PROBLEM TO SOLVE:
Repeat each record below exactly, omitting whatever pictures appear in it.

Saved data entries
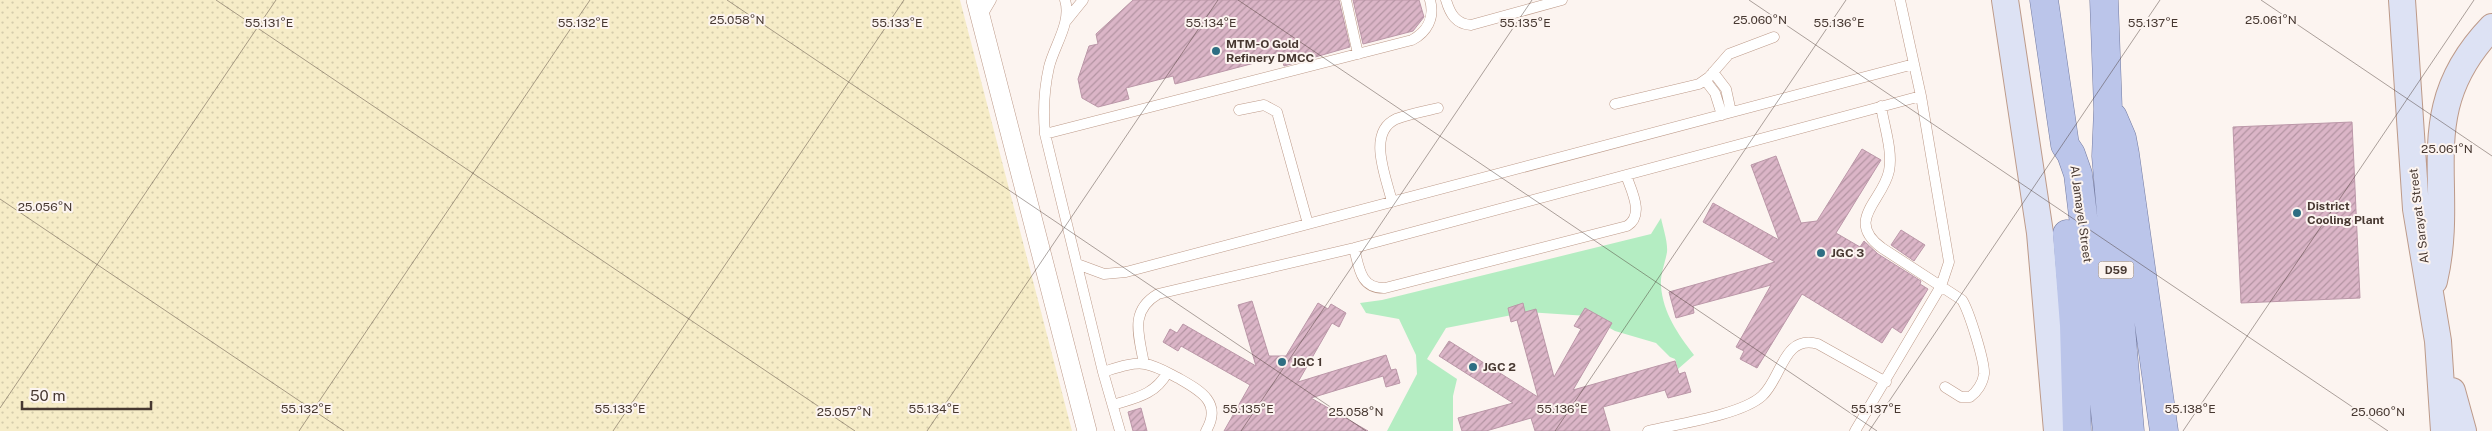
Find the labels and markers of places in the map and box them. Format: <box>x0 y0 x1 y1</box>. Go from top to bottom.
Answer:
place label: MTM-O Gold Refinery DMCC <box>1226 37 1315 65</box>
marker: MTM-O Gold Refinery DMCC <box>1210 45 1222 57</box>
place label: District Cooling Plant <box>2307 199 2384 227</box>
marker: District Cooling Plant <box>2291 207 2303 219</box>
place label: JGC 3 <box>1831 246 1864 260</box>
marker: JGC 3 <box>1815 247 1827 259</box>
place label: JGC 1 <box>1292 355 1322 369</box>
marker: JGC 1 <box>1276 356 1288 368</box>
place label: JGC 2 <box>1483 360 1516 374</box>
marker: JGC 2 <box>1467 361 1479 373</box>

OUTPUT FOR THIS TASK:
Find the labels and markers of places in the map and box them. Format: <box>x0 y0 x1 y1</box>. Go from top to bottom.
Answer:
place label: MTM-O Gold Refinery DMCC <box>1226 37 1315 65</box>
marker: MTM-O Gold Refinery DMCC <box>1210 45 1222 57</box>
place label: District Cooling Plant <box>2307 199 2384 227</box>
marker: District Cooling Plant <box>2291 207 2303 219</box>
place label: JGC 3 <box>1831 246 1864 260</box>
marker: JGC 3 <box>1815 247 1827 259</box>
place label: JGC 1 <box>1292 355 1322 369</box>
marker: JGC 1 <box>1276 356 1288 368</box>
place label: JGC 2 <box>1483 360 1516 374</box>
marker: JGC 2 <box>1467 361 1479 373</box>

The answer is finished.